For the column of $d{f}_1=10$ and the row of $d{f}_2=9$ in the $F$-distribution table under the area of $\frac{\alpha }{2}$, the value of $F_{\frac{\alpha }{2}}$ is $6.4172$.

For the column of $d{f}_1=10$ and the row of $d{f}_2=9$ in the $F$-distribution table under the area of $1-\frac{\alpha }{2}$, the value of $F_{1-\frac{\alpha }{2}}$ is $0.1676$.

The formula to calculate the confidence interval is,

$\left(\frac{s_1^2}{s_2^2}.\frac{1}{F_{\frac{\alpha }{2}}}\right)<\frac{{\sigma }_1^2}{{\sigma }_2^2}<\left(\frac{s_1^2}{s_2^2}.\frac{1}{F_{\left(1-\frac{\alpha }{2}\right)}}\right)$.
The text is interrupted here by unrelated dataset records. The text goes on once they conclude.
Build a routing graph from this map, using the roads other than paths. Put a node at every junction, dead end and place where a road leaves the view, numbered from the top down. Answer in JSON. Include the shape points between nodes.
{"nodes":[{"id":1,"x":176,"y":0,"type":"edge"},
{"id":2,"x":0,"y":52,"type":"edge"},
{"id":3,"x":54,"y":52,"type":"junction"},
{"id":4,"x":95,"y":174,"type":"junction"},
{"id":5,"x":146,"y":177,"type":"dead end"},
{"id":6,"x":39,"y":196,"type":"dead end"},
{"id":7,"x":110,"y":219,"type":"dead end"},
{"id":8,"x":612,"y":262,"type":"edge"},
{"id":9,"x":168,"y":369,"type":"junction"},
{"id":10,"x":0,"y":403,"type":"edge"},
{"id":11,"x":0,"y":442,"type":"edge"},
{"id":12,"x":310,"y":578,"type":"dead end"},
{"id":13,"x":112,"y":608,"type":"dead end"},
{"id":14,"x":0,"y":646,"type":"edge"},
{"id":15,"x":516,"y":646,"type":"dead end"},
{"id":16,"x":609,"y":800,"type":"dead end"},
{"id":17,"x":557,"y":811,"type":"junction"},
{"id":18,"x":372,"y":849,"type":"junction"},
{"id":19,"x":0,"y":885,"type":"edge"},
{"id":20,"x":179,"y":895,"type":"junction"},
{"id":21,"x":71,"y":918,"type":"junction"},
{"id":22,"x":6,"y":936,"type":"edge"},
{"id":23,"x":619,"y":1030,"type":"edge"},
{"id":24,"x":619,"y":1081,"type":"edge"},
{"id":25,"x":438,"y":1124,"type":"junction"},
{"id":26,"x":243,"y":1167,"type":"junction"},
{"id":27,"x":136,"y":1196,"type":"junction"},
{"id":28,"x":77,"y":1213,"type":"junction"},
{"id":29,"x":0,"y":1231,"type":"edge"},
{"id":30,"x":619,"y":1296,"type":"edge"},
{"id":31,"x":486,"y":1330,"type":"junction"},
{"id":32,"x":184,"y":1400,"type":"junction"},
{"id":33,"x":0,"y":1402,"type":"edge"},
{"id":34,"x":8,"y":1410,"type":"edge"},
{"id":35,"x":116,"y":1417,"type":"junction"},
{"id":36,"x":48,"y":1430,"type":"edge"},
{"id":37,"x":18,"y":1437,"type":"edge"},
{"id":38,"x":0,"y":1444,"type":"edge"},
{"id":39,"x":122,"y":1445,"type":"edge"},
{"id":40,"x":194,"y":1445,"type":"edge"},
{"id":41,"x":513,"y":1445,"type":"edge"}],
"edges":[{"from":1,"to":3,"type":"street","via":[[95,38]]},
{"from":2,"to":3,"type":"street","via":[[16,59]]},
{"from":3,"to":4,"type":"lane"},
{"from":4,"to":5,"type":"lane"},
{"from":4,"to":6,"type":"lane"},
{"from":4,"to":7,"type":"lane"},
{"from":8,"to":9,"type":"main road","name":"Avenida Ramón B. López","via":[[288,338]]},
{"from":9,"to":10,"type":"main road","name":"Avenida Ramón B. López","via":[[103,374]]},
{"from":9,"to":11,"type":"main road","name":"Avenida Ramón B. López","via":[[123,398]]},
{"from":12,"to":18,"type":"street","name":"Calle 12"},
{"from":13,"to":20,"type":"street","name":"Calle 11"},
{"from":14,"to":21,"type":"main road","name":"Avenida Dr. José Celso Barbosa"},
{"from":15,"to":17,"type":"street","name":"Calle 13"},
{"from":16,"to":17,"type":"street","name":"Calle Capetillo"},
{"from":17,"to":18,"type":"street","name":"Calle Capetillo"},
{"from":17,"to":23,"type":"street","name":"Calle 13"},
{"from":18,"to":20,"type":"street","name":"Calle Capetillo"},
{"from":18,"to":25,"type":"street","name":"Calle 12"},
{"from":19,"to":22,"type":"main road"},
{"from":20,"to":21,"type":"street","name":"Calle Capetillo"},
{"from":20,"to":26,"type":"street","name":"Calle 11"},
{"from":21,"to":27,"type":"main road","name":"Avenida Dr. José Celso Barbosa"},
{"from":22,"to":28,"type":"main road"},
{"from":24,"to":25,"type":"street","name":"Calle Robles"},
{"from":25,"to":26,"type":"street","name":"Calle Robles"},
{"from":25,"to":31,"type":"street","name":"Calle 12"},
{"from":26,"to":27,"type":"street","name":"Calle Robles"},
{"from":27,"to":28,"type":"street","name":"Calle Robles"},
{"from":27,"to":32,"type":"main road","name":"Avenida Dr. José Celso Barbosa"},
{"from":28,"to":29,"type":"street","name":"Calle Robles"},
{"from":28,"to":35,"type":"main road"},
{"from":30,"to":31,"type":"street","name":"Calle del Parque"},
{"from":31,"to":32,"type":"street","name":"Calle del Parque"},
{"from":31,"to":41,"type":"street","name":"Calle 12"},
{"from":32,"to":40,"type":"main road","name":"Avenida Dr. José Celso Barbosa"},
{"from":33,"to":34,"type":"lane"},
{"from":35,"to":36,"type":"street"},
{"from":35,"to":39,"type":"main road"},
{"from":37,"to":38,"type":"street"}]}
Substitute $1.1703$ for $\frac{s_1^2}{s_2^2}$, $6.4172$ for $F_{\alpha /2}$ and $0.1676$ for $F_{(1-\alpha /2)}$ in the above formula of confidence interval,

$\begin{array}{rll}\text{Confidence interval}& =& \left(1.1703\times \frac{1}{6.4172}\right)<\frac{{\sigma }_1^2}{{\sigma }_2^2}<\left(1.1703\times \frac{1}{0.1676}\right)\\ & =& \left(0.1824\right)<\frac{{\sigma }_1^2}{{\sigma }_2^2}<\left(6.9828\right)\end{array}$

Thus, the confidence interval is $\left(0.1824,6.9828\right)$.

Interpretation:

Since the value 1 is in the interval $\left(0.1824,6.9828\right)$, the data do not provide evidence at 99% level of confidence that, the population variances of the amount of flour per bag for Machine A and Machine B are unequal.

If it is important that the two machines have the same variances, the inspector needs to adjust Machine A as it has higher variance than Machine B, so the variance will be 0.499 for both the machines.